Greensheet Media


Mango Fish Tacos


  • 1 pound catfish with cajun sprinkle from Kroger’s Easy for You! Seafood section or any firm white fish seasoned with 1 tablespoon cajun seasoning and 1 teaspoon salt

Mango Salsa

  • 1 ripe mango peeled and diced
  • 1/2 cup cilantro minced
  • 1/2 cup red onion minced
  • 1/4 cup fresh lime juice 1-2 limes
  • 1 minced jalapeno remove seeds and stem for mild salsa
  • salt and pepper to taste
  • 1 teaspoon canola oil
  • 12 corn tortillas


  1. Pre-heat broiler on high. Line a broiler pan with foil and spray with cooking spray. Arrange prepared fish filets in a single layer and broil until fish is golden brown the flakes easily with a fork, about 6-8 minutes.
  2. While the fish is broiling, prepare mango salsa by tossing together all ingredients in a medium bowl.

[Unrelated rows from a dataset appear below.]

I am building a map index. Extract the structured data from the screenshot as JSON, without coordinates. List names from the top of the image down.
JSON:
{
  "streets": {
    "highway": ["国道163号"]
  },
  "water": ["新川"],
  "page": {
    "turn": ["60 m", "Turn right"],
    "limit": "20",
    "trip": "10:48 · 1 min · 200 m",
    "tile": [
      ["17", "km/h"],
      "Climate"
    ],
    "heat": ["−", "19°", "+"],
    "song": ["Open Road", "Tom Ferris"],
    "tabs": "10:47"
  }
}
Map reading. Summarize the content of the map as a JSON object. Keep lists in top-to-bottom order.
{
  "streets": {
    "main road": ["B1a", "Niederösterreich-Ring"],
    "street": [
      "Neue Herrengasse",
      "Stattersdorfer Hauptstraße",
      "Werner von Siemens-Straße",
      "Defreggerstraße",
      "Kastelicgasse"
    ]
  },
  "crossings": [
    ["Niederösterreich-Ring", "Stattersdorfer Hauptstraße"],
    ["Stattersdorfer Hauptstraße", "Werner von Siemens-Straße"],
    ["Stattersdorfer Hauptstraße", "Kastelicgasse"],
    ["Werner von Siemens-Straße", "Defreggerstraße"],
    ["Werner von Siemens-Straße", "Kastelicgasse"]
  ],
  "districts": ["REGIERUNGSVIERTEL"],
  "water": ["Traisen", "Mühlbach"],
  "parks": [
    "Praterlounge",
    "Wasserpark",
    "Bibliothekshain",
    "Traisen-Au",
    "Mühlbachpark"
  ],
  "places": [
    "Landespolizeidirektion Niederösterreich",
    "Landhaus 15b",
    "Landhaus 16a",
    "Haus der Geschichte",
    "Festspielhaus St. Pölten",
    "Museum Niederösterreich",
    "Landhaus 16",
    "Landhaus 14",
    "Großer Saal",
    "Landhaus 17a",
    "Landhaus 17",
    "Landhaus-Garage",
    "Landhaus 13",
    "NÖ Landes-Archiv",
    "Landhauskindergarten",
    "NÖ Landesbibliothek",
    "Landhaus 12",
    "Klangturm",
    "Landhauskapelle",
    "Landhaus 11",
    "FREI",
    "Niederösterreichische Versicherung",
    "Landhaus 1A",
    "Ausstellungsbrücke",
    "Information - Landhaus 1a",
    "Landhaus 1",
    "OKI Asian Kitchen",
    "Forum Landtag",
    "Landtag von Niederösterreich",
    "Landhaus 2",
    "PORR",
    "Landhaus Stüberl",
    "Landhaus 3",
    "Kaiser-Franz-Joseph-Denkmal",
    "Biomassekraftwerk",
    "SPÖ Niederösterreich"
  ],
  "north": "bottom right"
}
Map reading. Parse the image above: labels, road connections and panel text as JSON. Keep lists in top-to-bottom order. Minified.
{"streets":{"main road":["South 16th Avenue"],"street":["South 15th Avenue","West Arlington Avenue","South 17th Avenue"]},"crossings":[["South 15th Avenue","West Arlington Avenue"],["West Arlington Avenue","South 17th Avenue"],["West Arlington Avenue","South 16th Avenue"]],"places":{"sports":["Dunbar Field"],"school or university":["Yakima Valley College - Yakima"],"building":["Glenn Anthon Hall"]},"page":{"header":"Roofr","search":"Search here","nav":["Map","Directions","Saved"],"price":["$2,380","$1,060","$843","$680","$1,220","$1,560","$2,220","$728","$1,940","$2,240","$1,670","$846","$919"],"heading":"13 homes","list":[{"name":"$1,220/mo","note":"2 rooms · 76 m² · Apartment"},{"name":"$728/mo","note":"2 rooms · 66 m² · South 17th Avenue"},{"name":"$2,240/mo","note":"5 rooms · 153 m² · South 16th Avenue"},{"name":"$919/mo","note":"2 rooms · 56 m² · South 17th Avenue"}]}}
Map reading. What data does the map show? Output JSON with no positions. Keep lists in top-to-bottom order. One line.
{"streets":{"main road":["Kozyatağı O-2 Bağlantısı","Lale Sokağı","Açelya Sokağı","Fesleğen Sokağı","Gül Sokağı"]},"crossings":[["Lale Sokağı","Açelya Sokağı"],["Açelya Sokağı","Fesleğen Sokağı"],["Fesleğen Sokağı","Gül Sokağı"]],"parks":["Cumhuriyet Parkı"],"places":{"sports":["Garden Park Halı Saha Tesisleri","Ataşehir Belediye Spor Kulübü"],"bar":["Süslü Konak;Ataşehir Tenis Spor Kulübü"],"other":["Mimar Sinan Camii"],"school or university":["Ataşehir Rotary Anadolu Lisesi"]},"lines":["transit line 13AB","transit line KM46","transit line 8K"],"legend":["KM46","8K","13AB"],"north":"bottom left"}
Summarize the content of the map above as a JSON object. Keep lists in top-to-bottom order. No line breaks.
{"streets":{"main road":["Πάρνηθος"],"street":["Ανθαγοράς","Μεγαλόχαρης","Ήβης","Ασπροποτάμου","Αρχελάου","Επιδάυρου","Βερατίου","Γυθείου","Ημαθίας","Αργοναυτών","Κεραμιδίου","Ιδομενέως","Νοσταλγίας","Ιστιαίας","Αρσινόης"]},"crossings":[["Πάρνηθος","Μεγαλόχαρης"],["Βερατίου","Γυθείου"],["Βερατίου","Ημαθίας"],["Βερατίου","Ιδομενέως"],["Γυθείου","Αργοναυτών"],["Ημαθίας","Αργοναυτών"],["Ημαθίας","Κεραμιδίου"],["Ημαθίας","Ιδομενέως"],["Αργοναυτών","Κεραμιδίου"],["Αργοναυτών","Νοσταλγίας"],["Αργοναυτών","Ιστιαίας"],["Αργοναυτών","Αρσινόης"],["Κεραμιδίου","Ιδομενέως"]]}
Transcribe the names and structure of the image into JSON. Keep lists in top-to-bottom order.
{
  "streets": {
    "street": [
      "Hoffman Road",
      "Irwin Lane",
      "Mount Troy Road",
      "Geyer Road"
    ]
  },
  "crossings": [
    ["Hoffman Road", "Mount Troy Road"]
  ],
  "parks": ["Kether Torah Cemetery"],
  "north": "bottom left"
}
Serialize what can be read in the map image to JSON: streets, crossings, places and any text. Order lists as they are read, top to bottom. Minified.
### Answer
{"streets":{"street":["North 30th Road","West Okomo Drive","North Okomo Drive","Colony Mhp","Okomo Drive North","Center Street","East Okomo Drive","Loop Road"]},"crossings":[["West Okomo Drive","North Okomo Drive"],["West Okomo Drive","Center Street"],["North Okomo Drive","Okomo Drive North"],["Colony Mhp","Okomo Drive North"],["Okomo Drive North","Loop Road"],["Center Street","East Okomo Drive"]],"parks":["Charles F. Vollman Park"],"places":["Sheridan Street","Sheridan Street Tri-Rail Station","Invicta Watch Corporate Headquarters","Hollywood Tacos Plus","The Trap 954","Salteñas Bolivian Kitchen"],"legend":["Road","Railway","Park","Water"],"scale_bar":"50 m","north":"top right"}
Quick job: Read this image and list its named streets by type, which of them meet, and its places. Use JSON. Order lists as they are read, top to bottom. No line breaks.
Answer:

Season with salt and pepper to taste.
  3. Remove the fish from the broiler pan to a plate and flake into bite-sized pieces with a fork.
  4. To prepare the corn tortillas, heat canola oil over medium-high heat in a large non-stick pan. Using tongs, quickly toss the tortillas in the warm oil about 30-60 seconds per side and move to a plate lined with a towel. Cover the tortillas to keep warm and continue until you heat all 12 tortillas.
  5. Divide the fish between the tortillas and top with mango salsa to serve.